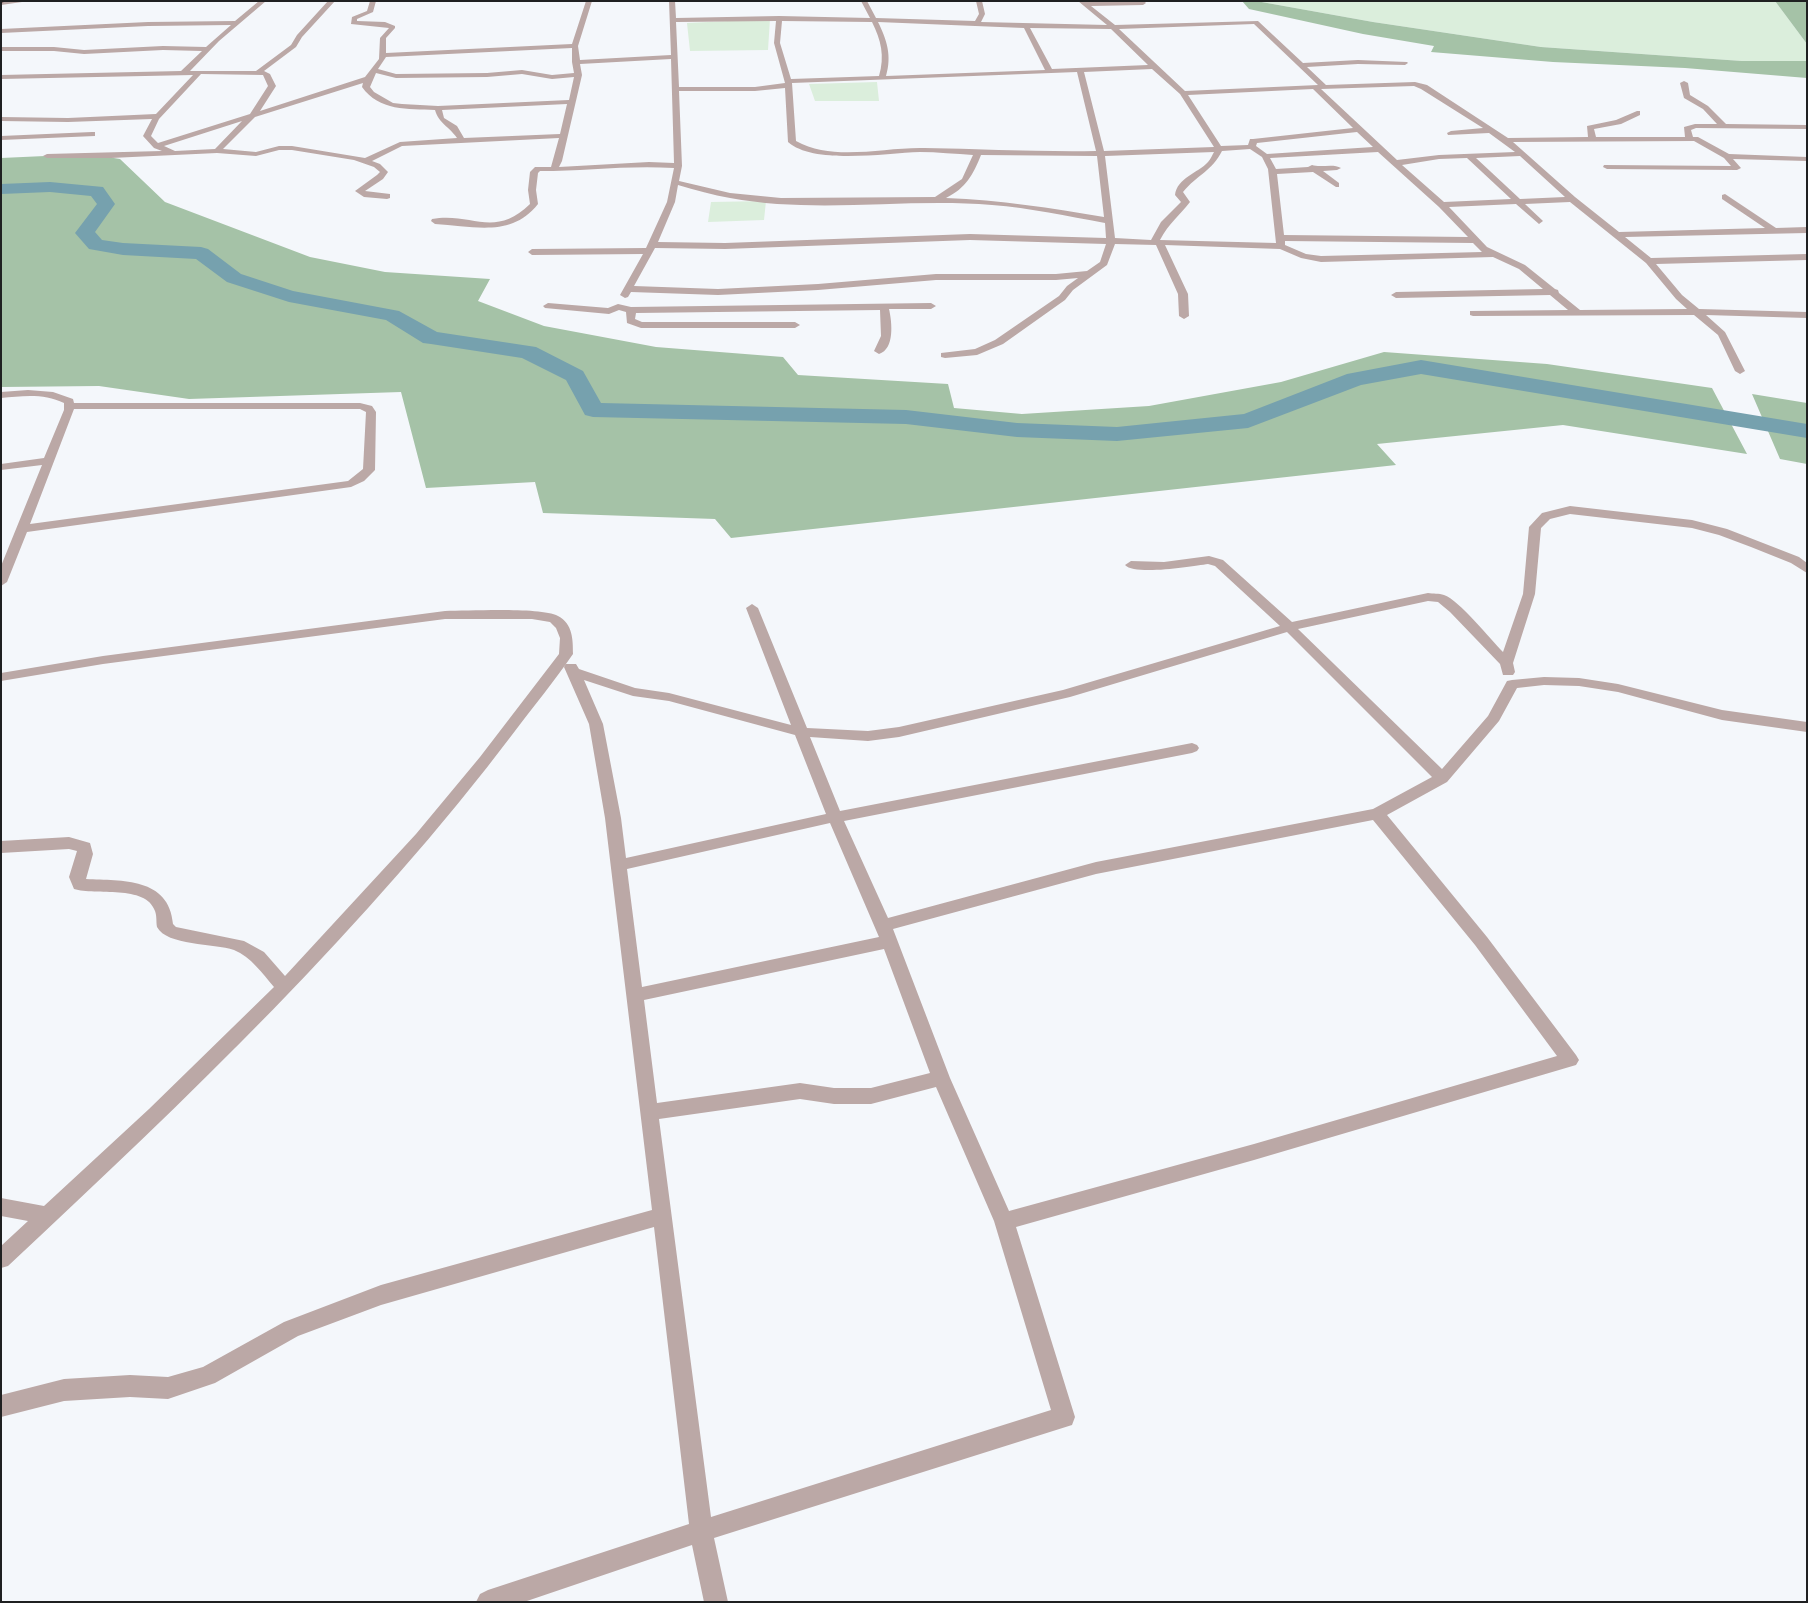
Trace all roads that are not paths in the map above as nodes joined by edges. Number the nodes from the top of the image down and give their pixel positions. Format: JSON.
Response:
{"nodes":[{"id":1,"x":26,"y":1,"type":"edge"},
{"id":2,"x":262,"y":1,"type":"edge"},
{"id":3,"x":332,"y":1,"type":"edge"},
{"id":4,"x":373,"y":1,"type":"edge"},
{"id":5,"x":589,"y":1,"type":"edge"},
{"id":6,"x":672,"y":1,"type":"edge"},
{"id":7,"x":864,"y":1,"type":"edge"},
{"id":8,"x":979,"y":1,"type":"edge"},
{"id":9,"x":2,"y":2,"type":"edge"},
{"id":10,"x":1082,"y":3,"type":"edge"},
{"id":11,"x":1143,"y":3,"type":"dead end"},
{"id":12,"x":779,"y":18,"type":"junction"},
{"id":13,"x":874,"y":19,"type":"junction"},
{"id":14,"x":673,"y":20,"type":"junction"},
{"id":15,"x":236,"y":23,"type":"junction"},
{"id":16,"x":977,"y":23,"type":"junction"},
{"id":17,"x":1026,"y":26,"type":"junction"},
{"id":18,"x":1113,"y":27,"type":"junction"},
{"id":19,"x":1,"y":31,"type":"edge"},
{"id":20,"x":575,"y":46,"type":"junction"},
{"id":21,"x":1,"y":49,"type":"edge"},
{"id":22,"x":207,"y":49,"type":"junction"},
{"id":23,"x":382,"y":55,"type":"junction"},
{"id":24,"x":674,"y":57,"type":"junction"},
{"id":25,"x":575,"y":62,"type":"junction"},
{"id":26,"x":1405,"y":63,"type":"dead end"},
{"id":27,"x":1301,"y":65,"type":"junction"},
{"id":28,"x":1154,"y":67,"type":"junction"},
{"id":29,"x":373,"y":70,"type":"junction"},
{"id":30,"x":1080,"y":70,"type":"junction"},
{"id":31,"x":199,"y":72,"type":"junction"},
{"id":32,"x":1050,"y":72,"type":"junction"},
{"id":33,"x":183,"y":73,"type":"junction"},
{"id":34,"x":257,"y":73,"type":"junction"},
{"id":35,"x":578,"y":75,"type":"junction"},
{"id":36,"x":1,"y":78,"type":"edge"},
{"id":37,"x":882,"y":78,"type":"junction"},
{"id":38,"x":367,"y":83,"type":"junction"},
{"id":39,"x":788,"y":83,"type":"junction"},
{"id":40,"x":1684,"y":83,"type":"dead end"},
{"id":41,"x":1319,"y":87,"type":"junction"},
{"id":42,"x":675,"y":89,"type":"junction"},
{"id":43,"x":1183,"y":93,"type":"junction"},
{"id":44,"x":572,"y":102,"type":"junction"},
{"id":45,"x":438,"y":108,"type":"junction"},
{"id":46,"x":2,"y":113,"type":"edge"},
{"id":47,"x":1637,"y":113,"type":"dead end"},
{"id":48,"x":254,"y":114,"type":"junction"},
{"id":49,"x":158,"y":116,"type":"junction"},
{"id":50,"x":1724,"y":126,"type":"junction"},
{"id":51,"x":1807,"y":127,"type":"edge"},
{"id":52,"x":1359,"y":130,"type":"junction"},
{"id":53,"x":1493,"y":130,"type":"junction"},
{"id":54,"x":1451,"y":133,"type":"dead end"},
{"id":55,"x":92,"y":134,"type":"dead end"},
{"id":56,"x":564,"y":136,"type":"junction"},
{"id":57,"x":1,"y":138,"type":"edge"},
{"id":58,"x":1689,"y":138,"type":"junction"},
{"id":59,"x":1592,"y":139,"type":"junction"},
{"id":60,"x":462,"y":140,"type":"junction"},
{"id":61,"x":1506,"y":140,"type":"junction"},
{"id":62,"x":157,"y":146,"type":"junction"},
{"id":63,"x":1252,"y":147,"type":"junction"},
{"id":64,"x":1219,"y":149,"type":"junction"},
{"id":65,"x":1380,"y":149,"type":"junction"},
{"id":66,"x":217,"y":151,"type":"junction"},
{"id":67,"x":174,"y":152,"type":"junction"},
{"id":68,"x":978,"y":153,"type":"junction"},
{"id":69,"x":1101,"y":154,"type":"junction"},
{"id":70,"x":1294,"y":154,"type":"junction"},
{"id":71,"x":1521,"y":154,"type":"junction"},
{"id":72,"x":47,"y":156,"type":"dead end"},
{"id":73,"x":1265,"y":156,"type":"junction"},
{"id":74,"x":1469,"y":156,"type":"junction"},
{"id":75,"x":1727,"y":156,"type":"junction"},
{"id":76,"x":1807,"y":159,"type":"edge"},
{"id":77,"x":367,"y":160,"type":"junction"},
{"id":78,"x":1396,"y":163,"type":"junction"},
{"id":79,"x":678,"y":166,"type":"junction"},
{"id":80,"x":1607,"y":167,"type":"dead end"},
{"id":81,"x":554,"y":168,"type":"junction"},
{"id":82,"x":1337,"y":168,"type":"dead end"},
{"id":83,"x":1315,"y":170,"type":"junction"},
{"id":84,"x":1272,"y":172,"type":"junction"},
{"id":85,"x":675,"y":182,"type":"junction"},
{"id":86,"x":1336,"y":185,"type":"dead end"},
{"id":87,"x":387,"y":196,"type":"dead end"},
{"id":88,"x":1725,"y":197,"type":"dead end"},
{"id":89,"x":1572,"y":199,"type":"junction"},
{"id":90,"x":935,"y":200,"type":"junction"},
{"id":91,"x":1517,"y":202,"type":"junction"},
{"id":92,"x":1442,"y":205,"type":"junction"},
{"id":93,"x":435,"y":221,"type":"dead end"},
{"id":94,"x":1109,"y":221,"type":"junction"},
{"id":95,"x":1538,"y":221,"type":"dead end"},
{"id":96,"x":1773,"y":230,"type":"junction"},
{"id":97,"x":1807,"y":230,"type":"edge"},
{"id":98,"x":1790,"y":231,"type":"junction"},
{"id":99,"x":1616,"y":235,"type":"junction"},
{"id":100,"x":1807,"y":237,"type":"edge"},
{"id":101,"x":1475,"y":240,"type":"junction"},
{"id":102,"x":1111,"y":241,"type":"junction"},
{"id":103,"x":1156,"y":242,"type":"junction"},
{"id":104,"x":1280,"y":242,"type":"junction"},
{"id":105,"x":650,"y":248,"type":"junction"},
{"id":106,"x":532,"y":252,"type":"dead end"},
{"id":107,"x":1492,"y":254,"type":"junction"},
{"id":108,"x":1807,"y":257,"type":"edge"},
{"id":109,"x":1648,"y":261,"type":"junction"},
{"id":110,"x":1089,"y":274,"type":"junction"},
{"id":111,"x":628,"y":289,"type":"junction"},
{"id":112,"x":1555,"y":292,"type":"junction"},
{"id":113,"x":1396,"y":295,"type":"dead end"},
{"id":114,"x":548,"y":306,"type":"dead end"},
{"id":115,"x":931,"y":306,"type":"dead end"},
{"id":116,"x":884,"y":307,"type":"junction"},
{"id":117,"x":618,"y":308,"type":"junction"},
{"id":118,"x":631,"y":310,"type":"junction"},
{"id":119,"x":1699,"y":312,"type":"junction"},
{"id":120,"x":1473,"y":313,"type":"dead end"},
{"id":121,"x":1579,"y":314,"type":"junction"},
{"id":122,"x":1807,"y":315,"type":"edge"},
{"id":123,"x":1184,"y":316,"type":"dead end"},
{"id":124,"x":795,"y":325,"type":"dead end"},
{"id":125,"x":879,"y":351,"type":"dead end"},
{"id":126,"x":945,"y":355,"type":"dead end"},
{"id":127,"x":1740,"y":371,"type":"dead end"},
{"id":128,"x":1,"y":395,"type":"edge"},
{"id":129,"x":69,"y":406,"type":"junction"},
{"id":130,"x":48,"y":461,"type":"junction"},
{"id":131,"x":1,"y":466,"type":"edge"},
{"id":132,"x":22,"y":529,"type":"junction"},
{"id":133,"x":1131,"y":565,"type":"dead end"},
{"id":134,"x":1807,"y":569,"type":"edge"},
{"id":135,"x":1,"y":582,"type":"edge"},
{"id":136,"x":752,"y":608,"type":"dead end"},
{"id":137,"x":1289,"y":627,"type":"junction"},
{"id":138,"x":566,"y":654,"type":"junction"},
{"id":139,"x":1506,"y":663,"type":"junction"},
{"id":140,"x":573,"y":672,"type":"junction"},
{"id":141,"x":1,"y":677,"type":"edge"},
{"id":142,"x":1512,"y":684,"type":"junction"},
{"id":143,"x":1807,"y":727,"type":"edge"},
{"id":144,"x":801,"y":732,"type":"junction"},
{"id":145,"x":1192,"y":748,"type":"dead end"},
{"id":146,"x":1442,"y":778,"type":"junction"},
{"id":147,"x":1378,"y":814,"type":"junction"},
{"id":148,"x":835,"y":817,"type":"junction"},
{"id":149,"x":1,"y":847,"type":"edge"},
{"id":150,"x":619,"y":865,"type":"junction"},
{"id":151,"x":883,"y":925,"type":"junction"},
{"id":152,"x":890,"y":941,"type":"junction"},
{"id":153,"x":285,"y":988,"type":"junction"},
{"id":154,"x":636,"y":995,"type":"junction"},
{"id":155,"x":941,"y":1078,"type":"junction"},
{"id":156,"x":650,"y":1112,"type":"junction"},
{"id":157,"x":1,"y":1207,"type":"edge"},
{"id":158,"x":48,"y":1216,"type":"junction"},
{"id":159,"x":662,"y":1216,"type":"junction"},
{"id":160,"x":1004,"y":1221,"type":"junction"},
{"id":161,"x":1,"y":1258,"type":"edge"},
{"id":162,"x":1,"y":1406,"type":"edge"},
{"id":163,"x":701,"y":1531,"type":"junction"},
{"id":164,"x":488,"y":1602,"type":"edge"},
{"id":165,"x":716,"y":1602,"type":"edge"}],
"edges":[{"from":1,"to":9,"type":"street"},
{"from":2,"to":15,"type":"street"},
{"from":3,"to":34,"type":"street"},
{"from":4,"to":23,"type":"street"},
{"from":5,"to":20,"type":"street"},
{"from":6,"to":14,"type":"street"},
{"from":7,"to":13,"type":"street"},
{"from":8,"to":16,"type":"street"},
{"from":10,"to":11,"type":"street"},
{"from":10,"to":18,"type":"street"},
{"from":12,"to":13,"type":"street"},
{"from":12,"to":14,"type":"street"},
{"from":12,"to":39,"type":"street"},
{"from":13,"to":16,"type":"street"},
{"from":13,"to":37,"type":"street"},
{"from":14,"to":24,"type":"street"},
{"from":15,"to":19,"type":"street"},
{"from":15,"to":22,"type":"street"},
{"from":16,"to":17,"type":"street"},
{"from":17,"to":18,"type":"street"},
{"from":17,"to":32,"type":"street"},
{"from":18,"to":27,"type":"street"},
{"from":18,"to":28,"type":"street"},
{"from":20,"to":23,"type":"street"},
{"from":20,"to":25,"type":"street"},
{"from":21,"to":22,"type":"street"},
{"from":22,"to":33,"type":"street"},
{"from":23,"to":29,"type":"street"},
{"from":24,"to":25,"type":"street"},
{"from":24,"to":42,"type":"street"},
{"from":25,"to":35,"type":"street"},
{"from":26,"to":27,"type":"street"},
{"from":27,"to":41,"type":"street"},
{"from":28,"to":30,"type":"street"},
{"from":28,"to":43,"type":"street"},
{"from":29,"to":35,"type":"street"},
{"from":29,"to":38,"type":"street"},
{"from":30,"to":32,"type":"street"},
{"from":30,"to":69,"type":"street"},
{"from":31,"to":33,"type":"street"},
{"from":31,"to":34,"type":"street"},
{"from":31,"to":49,"type":"street"},
{"from":32,"to":37,"type":"street"},
{"from":33,"to":36,"type":"street"},
{"from":34,"to":48,"type":"street"},
{"from":35,"to":44,"type":"street"},
{"from":37,"to":39,"type":"street"},
{"from":38,"to":45,"type":"street"},
{"from":38,"to":48,"type":"street"},
{"from":39,"to":42,"type":"street"},
{"from":39,"to":68,"type":"street"},
{"from":40,"to":50,"type":"street"},
{"from":41,"to":43,"type":"street"},
{"from":41,"to":52,"type":"street"},
{"from":41,"to":53,"type":"street"},
{"from":42,"to":79,"type":"street"},
{"from":43,"to":64,"type":"street"},
{"from":44,"to":45,"type":"street"},
{"from":44,"to":56,"type":"street"},
{"from":45,"to":60,"type":"street"},
{"from":46,"to":49,"type":"street"},
{"from":47,"to":59,"type":"street"},
{"from":48,"to":62,"type":"street"},
{"from":48,"to":66,"type":"street"},
{"from":49,"to":62,"type":"street"},
{"from":50,"to":51,"type":"street"},
{"from":50,"to":58,"type":"street"},
{"from":52,"to":63,"type":"street"},
{"from":52,"to":65,"type":"street"},
{"from":53,"to":54,"type":"street"},
{"from":53,"to":61,"type":"street"},
{"from":55,"to":57,"type":"street"},
{"from":56,"to":60,"type":"street"},
{"from":56,"to":81,"type":"street"},
{"from":58,"to":59,"type":"street"},
{"from":58,"to":75,"type":"street"},
{"from":59,"to":61,"type":"street"},
{"from":60,"to":77,"type":"street"},
{"from":61,"to":71,"type":"street"},
{"from":62,"to":67,"type":"street"},
{"from":63,"to":64,"type":"street"},
{"from":63,"to":73,"type":"street"},
{"from":64,"to":69,"type":"street"},
{"from":64,"to":103,"type":"street"},
{"from":65,"to":70,"type":"street"},
{"from":65,"to":78,"type":"street"},
{"from":66,"to":67,"type":"street"},
{"from":66,"to":77,"type":"street"},
{"from":67,"to":72,"type":"street"},
{"from":68,"to":69,"type":"street"},
{"from":68,"to":90,"type":"street"},
{"from":69,"to":94,"type":"street"},
{"from":70,"to":73,"type":"street"},
{"from":70,"to":83,"type":"street"},
{"from":71,"to":74,"type":"street"},
{"from":71,"to":89,"type":"street"},
{"from":73,"to":84,"type":"street"},
{"from":74,"to":78,"type":"street"},
{"from":74,"to":91,"type":"street"},
{"from":75,"to":76,"type":"street"},
{"from":75,"to":80,"type":"street"},
{"from":77,"to":87,"type":"street"},
{"from":78,"to":92,"type":"street"},
{"from":79,"to":81,"type":"street"},
{"from":79,"to":85,"type":"street"},
{"from":81,"to":93,"type":"street"},
{"from":82,"to":83,"type":"street"},
{"from":83,"to":84,"type":"street"},
{"from":83,"to":86,"type":"street"},
{"from":84,"to":104,"type":"street"},
{"from":85,"to":90,"type":"street"},
{"from":85,"to":105,"type":"street"},
{"from":88,"to":96,"type":"street"},
{"from":89,"to":91,"type":"street"},
{"from":89,"to":99,"type":"street"},
{"from":90,"to":94,"type":"street"},
{"from":91,"to":92,"type":"street"},
{"from":91,"to":95,"type":"street"},
{"from":92,"to":101,"type":"street"},
{"from":94,"to":102,"type":"street"},
{"from":96,"to":98,"type":"street"},
{"from":96,"to":99,"type":"street"},
{"from":97,"to":98,"type":"street"},
{"from":98,"to":100,"type":"street"},
{"from":99,"to":109,"type":"street"},
{"from":101,"to":104,"type":"street"},
{"from":101,"to":107,"type":"street"},
{"from":102,"to":103,"type":"street"},
{"from":102,"to":105,"type":"street"},
{"from":102,"to":110,"type":"street"},
{"from":103,"to":104,"type":"street"},
{"from":103,"to":123,"type":"street"},
{"from":104,"to":107,"type":"street"},
{"from":105,"to":106,"type":"street"},
{"from":105,"to":111,"type":"street"},
{"from":107,"to":112,"type":"street"},
{"from":108,"to":109,"type":"street"},
{"from":109,"to":119,"type":"street"},
{"from":110,"to":111,"type":"street"},
{"from":110,"to":126,"type":"street"},
{"from":111,"to":117,"type":"street"},
{"from":112,"to":113,"type":"street"},
{"from":112,"to":121,"type":"street"},
{"from":114,"to":117,"type":"street"},
{"from":115,"to":116,"type":"street"},
{"from":116,"to":118,"type":"street"},
{"from":116,"to":125,"type":"street"},
{"from":117,"to":118,"type":"street"},
{"from":118,"to":124,"type":"street"},
{"from":119,"to":121,"type":"street"},
{"from":119,"to":122,"type":"street"},
{"from":119,"to":127,"type":"street"},
{"from":120,"to":121,"type":"street"},
{"from":128,"to":129,"type":"street"},
{"from":129,"to":130,"type":"street"},
{"from":129,"to":132,"type":"street"},
{"from":130,"to":131,"type":"street"},
{"from":130,"to":132,"type":"street"},
{"from":132,"to":135,"type":"street"},
{"from":133,"to":137,"type":"street"},
{"from":134,"to":139,"type":"street"},
{"from":136,"to":144,"type":"street"},
{"from":137,"to":139,"type":"street"},
{"from":137,"to":144,"type":"street"},
{"from":137,"to":146,"type":"street"},
{"from":138,"to":140,"type":"street"},
{"from":138,"to":141,"type":"street"},
{"from":138,"to":153,"type":"street"},
{"from":139,"to":142,"type":"street"},
{"from":140,"to":144,"type":"street"},
{"from":140,"to":150,"type":"street"},
{"from":142,"to":143,"type":"street"},
{"from":142,"to":146,"type":"street"},
{"from":144,"to":148,"type":"street"},
{"from":145,"to":148,"type":"street"},
{"from":146,"to":147,"type":"street"},
{"from":147,"to":151,"type":"street"},
{"from":147,"to":160,"type":"street"},
{"from":148,"to":150,"type":"street"},
{"from":148,"to":151,"type":"street"},
{"from":149,"to":153,"type":"street"},
{"from":150,"to":154,"type":"street"},
{"from":151,"to":152,"type":"street"},
{"from":152,"to":154,"type":"street"},
{"from":152,"to":155,"type":"street"},
{"from":153,"to":158,"type":"street"},
{"from":154,"to":156,"type":"street"},
{"from":155,"to":156,"type":"street"},
{"from":155,"to":160,"type":"street"},
{"from":156,"to":159,"type":"street"},
{"from":157,"to":158,"type":"street"},
{"from":158,"to":161,"type":"street"},
{"from":159,"to":162,"type":"street"},
{"from":159,"to":163,"type":"street"},
{"from":160,"to":163,"type":"street"},
{"from":163,"to":164,"type":"street"},
{"from":163,"to":165,"type":"street"}]}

:::::

* _HOW TO COMPLETE THIS TASK_:
Copy all lines of the records that have the string "nodes" in them.

* _WRITTEN RESPONSE_:
Trace all roads that are not paths in the map above as nodes joined by edges. Number the nodes from the top of the image down and give their pixel positions. Format: JSON.
{"nodes":[{"id":1,"x":26,"y":1,"type":"edge"},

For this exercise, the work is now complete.